Extensive livestock farming and climate change should be understood as a binomial: while the former is part of the solution to the problems caused by climate change, the latter affects and threatens the viability of a production model characterised precisely by its sustainability and its ability to adapt to and mitigate climate change.
Extensive livestock farming based on permanent meadow and pasture contributes favourably to maintaining landscapes as well as "environmental services", such as the protection of biodiversity and habitats, carbon sequestration, and the prevention of forest fires, which limits the impact of floods and prevents soil erosion. It also ensures the population is maintained in rural areas by contributing to generational renewal and the viability of family farms.
On the other hand, it helps to shape the identity of European society by preserving age-old land management practices and promoting culture and rural tourism. A good example of this can be seen in the production of traditional crafts and foodstuffs, ethnobotany and the use of sheepdogs to manage livestock.
The role of extensive livestock farming and organic fertilisers in providing sustainable, healthy, safe and excellent food is key, particularly with a growing world population. Moreover, this form of livestock farming is able to produce food by using local natural resources: mountain areas, pastures, marginal land, areas that are difficult to cultivate, etc. This type of farming is complementary to the other types of farming.

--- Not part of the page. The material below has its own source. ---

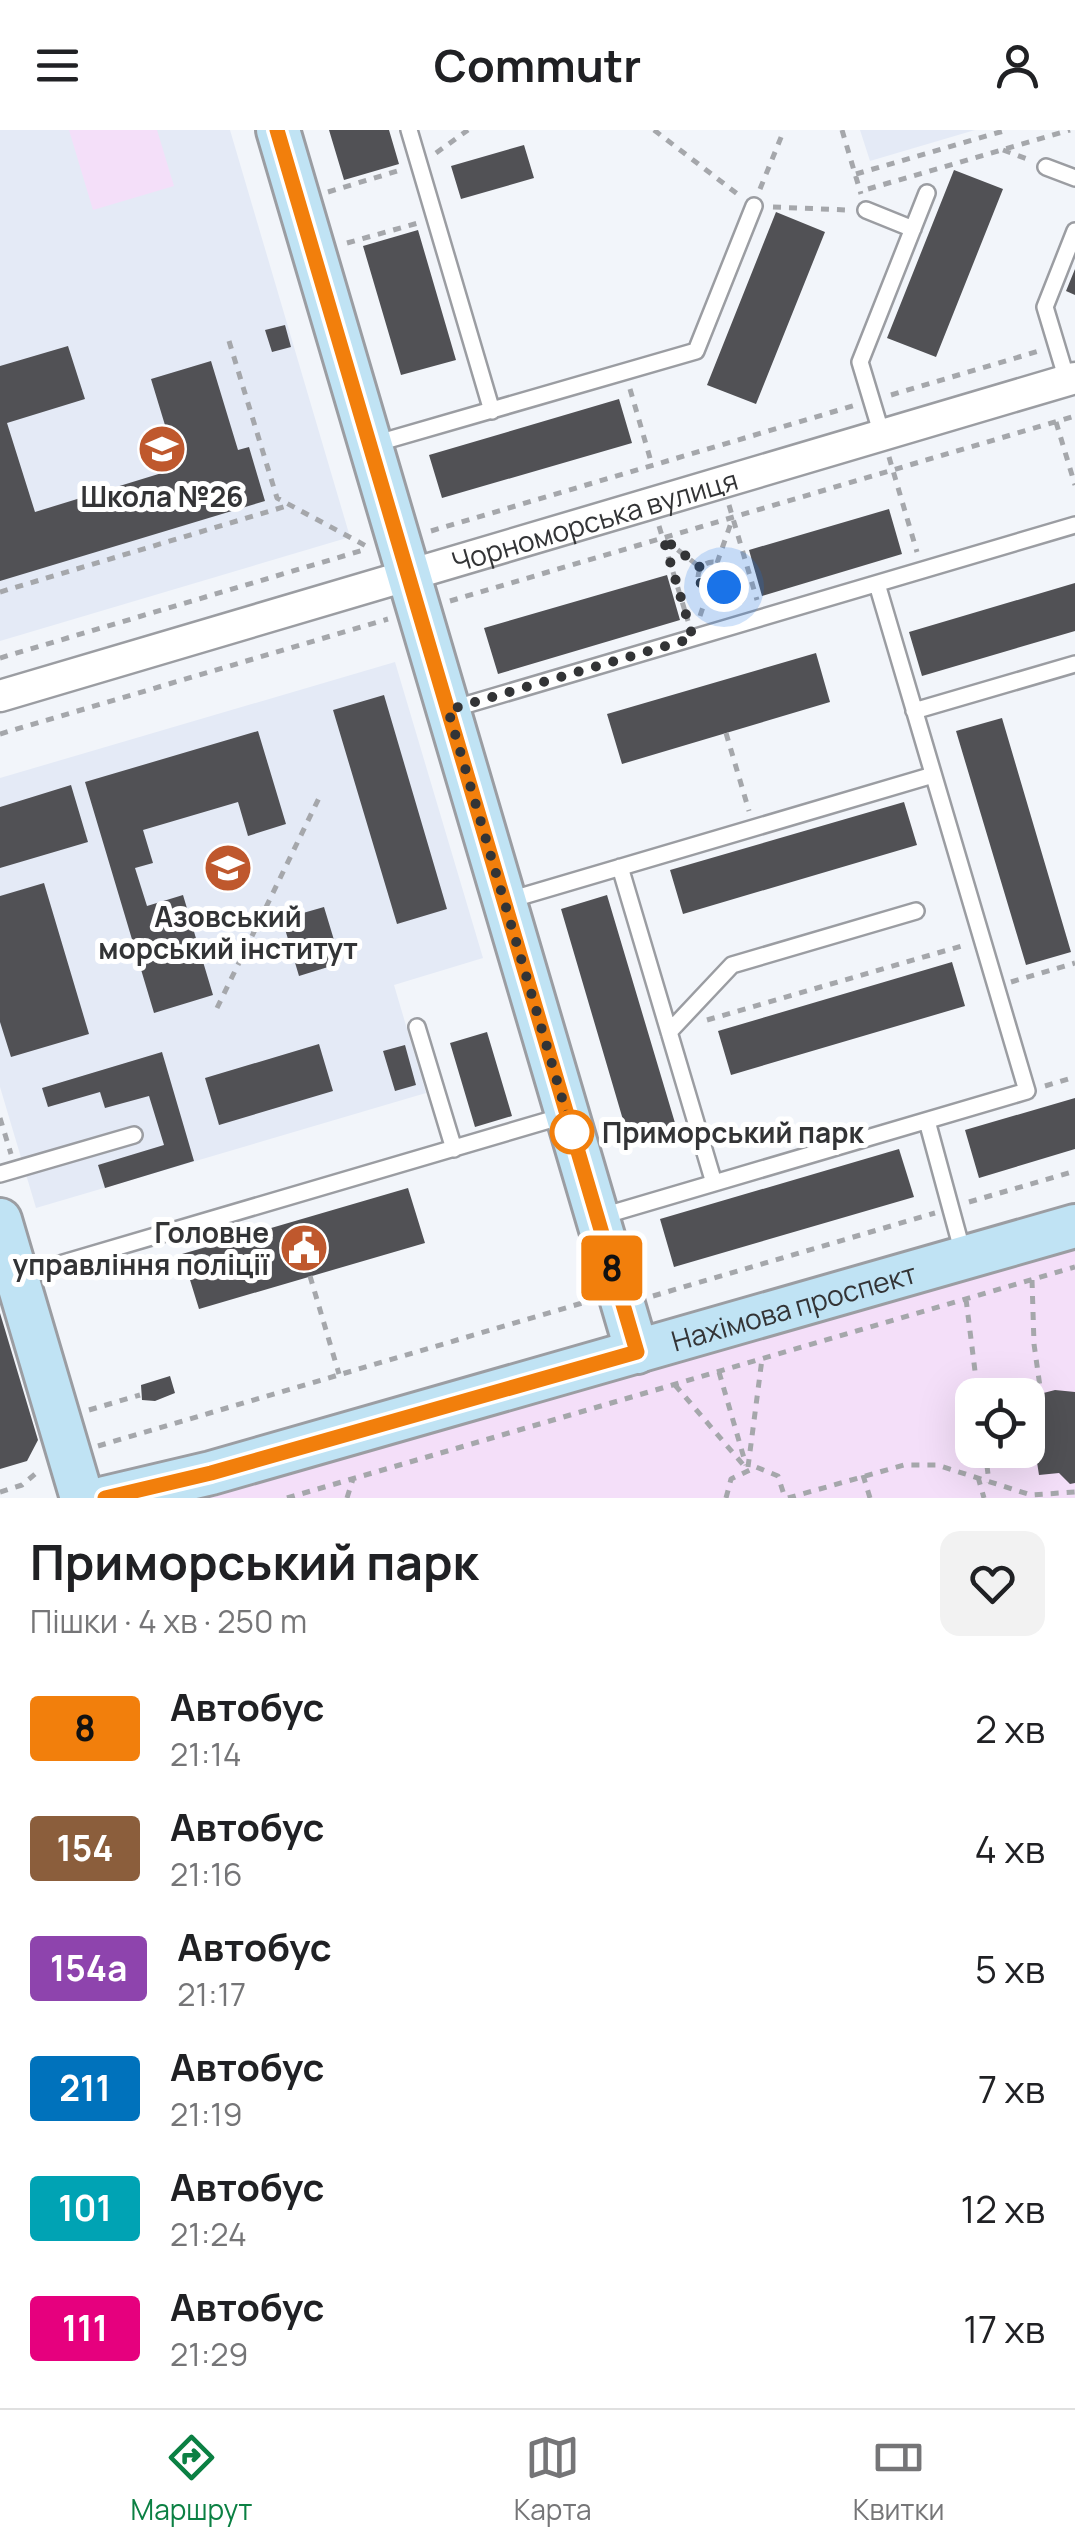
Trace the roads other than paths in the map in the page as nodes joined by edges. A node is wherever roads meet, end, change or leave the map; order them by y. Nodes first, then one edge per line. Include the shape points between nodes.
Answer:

The use of organic fertilisers plays a key role in maintaining soil fertility. In particular, the addition of organic matter contributes to the renewal and replacement of a substantial fraction of the soil's nutrients by improving the water retention capacity and thus the structural stability of the soil.
Policy decisions should provide for differentiated and favourable treatment for the extensive livestock farming and organic fertiliser model. This should entail the implementation, within the national CAP strategic plans, of assistance and tools that are equipped with the necessary budget allocation. It is also necessary to have greater flexibility in the criteria used for determining and identifying areas of pasture that are eligible for support, taking into account the wide diversity of pastures and forests in Europe. Special attention should also be paid to the considerable potential of biogas production plants to reduce methane emissions through the digestion of slurry and manure, thereby enhancing circularity and fostering the development of the rural and local bioeconomy.
It is therefore key, at all levels, to safeguard extensive farming systems, ensuring fair prices for producers as well as strong institutional and civil society support. In this regard, it is advisable to pay attention to the importance of food labelling schemes in promoting and supporting the consumption of more sustainable food products.
This inevitably requires a greater effort in terms of communication as well as the projection of a more positive, value-enhancing image that genuinely shows society, consumers and the public as a whole the benefits of extensive livestock farming and organic fertilisers, not only in environmental terms but also from a social and economic point of view.